[Stored data entries]
-=-=-=-=-

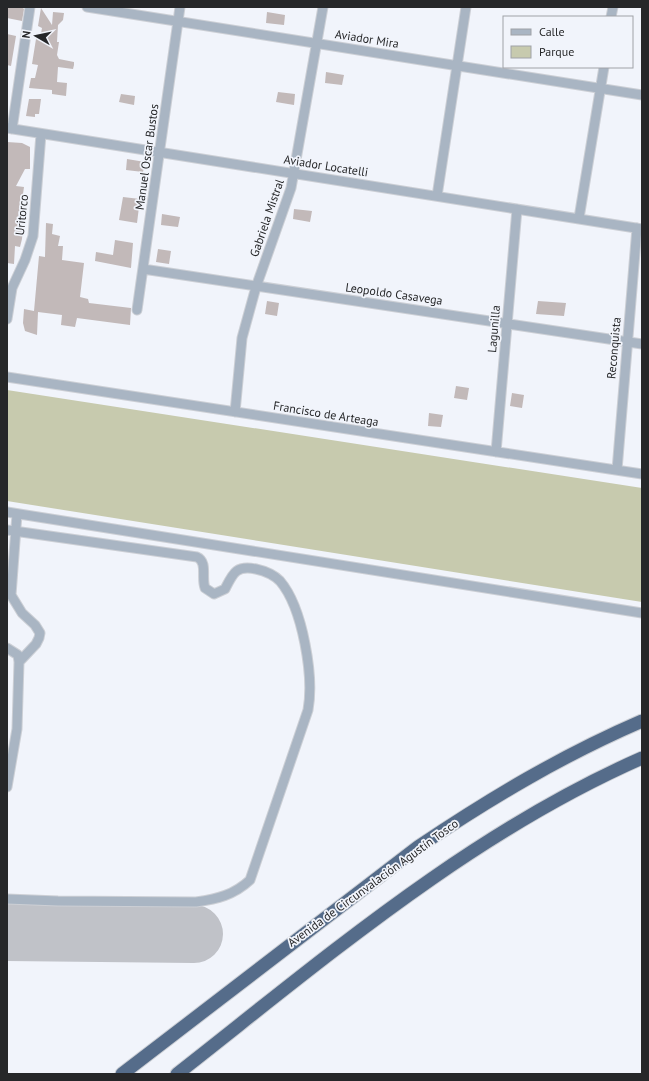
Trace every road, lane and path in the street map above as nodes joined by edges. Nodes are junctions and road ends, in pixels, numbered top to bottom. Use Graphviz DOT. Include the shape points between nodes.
graph roads {
  1 [pos="30,7"];
  2 [pos="87,7"];
  3 [pos="180,7"];
  4 [pos="323,7"];
  5 [pos="466,7"];
  6 [pos="178,21"];
  7 [pos="318,44"];
  8 [pos="457,66"];
  9 [pos="604,68"];
  10 [pos="600,88"];
  11 [pos="642,95"];
  12 [pos="10,129"];
  13 [pos="41,134"];
  14 [pos="159,152"];
  15 [pos="295,174"];
  16 [pos="437,196"];
  17 [pos="517,209"];
  18 [pos="579,218"];
  19 [pos="639,229"];
  20 [pos="143,269"];
  21 [pos="256,287"];
  22 [pos="137,310"];
  23 [pos="7,318"];
  24 [pos="507,322"];
  25 [pos="626,342"];
  26 [pos="642,344"];
  27 [pos="7,377"];
  28 [pos="235,412"];
  29 [pos="496,452"];
  30 [pos="617,470"];
  31 [pos="642,474"];
  32 [pos="7,512"];
  33 [pos="17,514"];
  34 [pos="7,530"];
  35 [pos="17,531"];
  36 [pos="9,599"];
  37 [pos="642,613"];
  38 [pos="10,650"];
  39 [pos="29,650"];
  40 [pos="20,662"];
  41 [pos="642,721"];
  42 [pos="642,758"];
  43 [pos="7,787"];
  44 [pos="7,898"];
  45 [pos="215,1044"];
  46 [pos="150,1052"];
  47 [pos="113,1074"];
  48 [pos="122,1074"];
  49 [pos="177,1074"];
  50 [pos="184,1074"];
  1 -- 12 [label="street"];
  2 -- 6 [label="street, Aviador Mira"];
  3 -- 6 [label="street, Manuel Oscar Bustos"];
  4 -- 7 [label="street, Gabriela Mistral"];
  5 -- 8 [label="street"];
  6 -- 7 [label="street, Aviador Mira"];
  6 -- 14 [label="street, Manuel Oscar Bustos"];
  7 -- 8 [label="street, Aviador Mira"];
  7 -- 15 [label="street, Gabriela Mistral"];
  8 -- 10 [label="street, Aviador Mira"];
  8 -- 16 [label="street"];
  9 -- 10 [label="street"];
  10 -- 11 [label="street, Aviador Mira"];
  10 -- 18 [label="street"];
  12 -- 13 [label="street, Aviador Locatelli"];
  13 -- 14 [label="street, Aviador Locatelli"];
  13 -- 23 [label="street, Uritorco" via="33,236 12,288"];
  14 -- 15 [label="street, Aviador Locatelli"];
  14 -- 20 [label="street, Manuel Oscar Bustos"];
  15 -- 16 [label="street, Aviador Locatelli"];
  15 -- 21 [label="street, Gabriela Mistral"];
  16 -- 17 [label="street, Aviador Locatelli"];
  17 -- 18 [label="street, Aviador Locatelli"];
  17 -- 24 [label="street, Lagunilla"];
  18 -- 19 [label="street, Aviador Locatelli"];
  19 -- 25 [label="street, Reconquista"];
  20 -- 21 [label="street, Leopoldo Casavega"];
  20 -- 22 [label="street, Manuel Oscar Bustos"];
  21 -- 24 [label="street, Leopoldo Casavega"];
  21 -- 28 [label="street, Gabriela Mistral" via="242,338"];
  24 -- 25 [label="street, Leopoldo Casavega"];
  24 -- 29 [label="street, Lagunilla"];
  25 -- 26 [label="street, Leopoldo Casavega"];
  25 -- 30 [label="street, Reconquista"];
  27 -- 28 [label="street, Francisco de Arteaga"];
  28 -- 29 [label="street, Francisco de Arteaga"];
  29 -- 30 [label="street, Francisco de Arteaga"];
  30 -- 31 [label="street, Francisco de Arteaga"];
  32 -- 33 [label="street"];
  33 -- 35 [label="street"];
  33 -- 37 [label="street"];
  34 -- 35 [label="street"];
  35 -- 36 [label="street"];
  35 -- 44 [label="street" via="196,557 201,559 203,564 205,588 214,594 225,589 232,574 239,570 246,568 271,574 284,586 299,621 307,655 311,695 250,880 240,889 216,899 196,902"];
  36 -- 39 [label="street" via="36,625 40,633"];
  38 -- 39 [label="street"];
  38 -- 40 [label="street" via="18,655"];
  39 -- 40 [label="street"];
  40 -- 43 [label="street" via="17,729"];
  41 -- 46 [label="highway, Avenida de Circunvalación Agustín Tosco" via="543,768 424,842"];
  42 -- 45 [label="highway" via="552,802 448,866"];
  45 -- 49 [label="highway"];
  45 -- 50 [label="highway"];
  46 -- 47 [label="highway"];
  46 -- 48 [label="highway, Avenida de Circunvalación Agustín Tosco"];
}
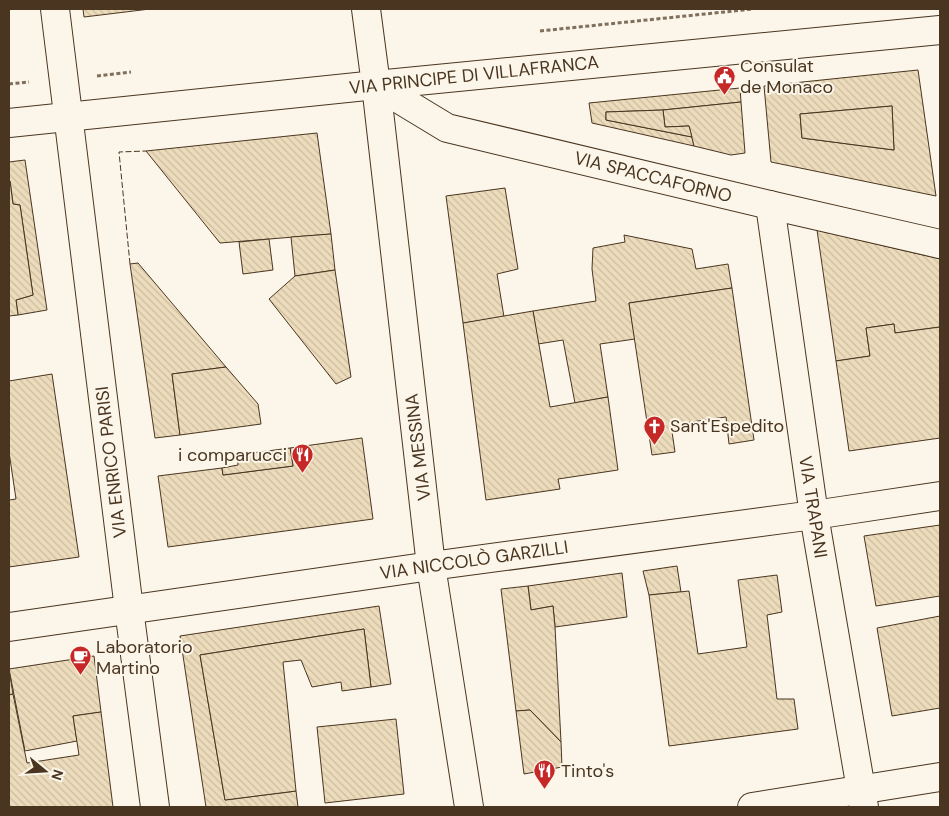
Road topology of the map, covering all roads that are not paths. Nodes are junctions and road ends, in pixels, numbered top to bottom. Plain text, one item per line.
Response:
1 (55, 9) edge
2 (366, 9) edge
3 (940, 30) edge
4 (376, 85) junction
5 (69, 117) junction
6 (9, 122) edge
7 (770, 205) junction
8 (940, 244) edge
9 (940, 496) edge
10 (814, 515) junction
11 (431, 566) junction
12 (129, 609) junction
13 (9, 627) edge
14 (940, 777) edge
15 (863, 798) edge
16 (156, 807) edge
17 (469, 807) edge
18 (752, 807) edge

1 - 5 street, VIA ENRICO PARISI
2 - 4 street, VIA MESSINA
3 - 4 street, VIA PRINCIPE DI VILLAFRANCA
4 - 5 street, VIA PRINCIPE DI VILLAFRANCA
4 - 7 street, VIA SPACCAFORNO
4 - 11 street, VIA MESSINA
5 - 6 street, VIA PRINCIPE DI VILLAFRANCA
5 - 12 street, VIA ENRICO PARISI
7 - 8 street, VIA SPACCAFORNO
7 - 10 street, VIA TRAPANI
9 - 10 street, VIA NICCOLÒ GARZILLI
10 - 11 street, VIA NICCOLÒ GARZILLI
10 - 15 street, VIA TRAPANI
11 - 12 street, VIA NICCOLÒ GARZILLI
11 - 17 street, VIA MESSINA
12 - 13 street, VIA NICCOLÒ GARZILLI
12 - 16 street, VIA ENRICO PARISI
14 - 15 street
15 - 18 street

-=-=-=-=-

■ **Instructions to follow**
Scan the entries above and show each line that contains the word "TRAPANI".

■ **Solution for this problem**
7 - 10 street, VIA TRAPANI
10 - 15 street, VIA TRAPANI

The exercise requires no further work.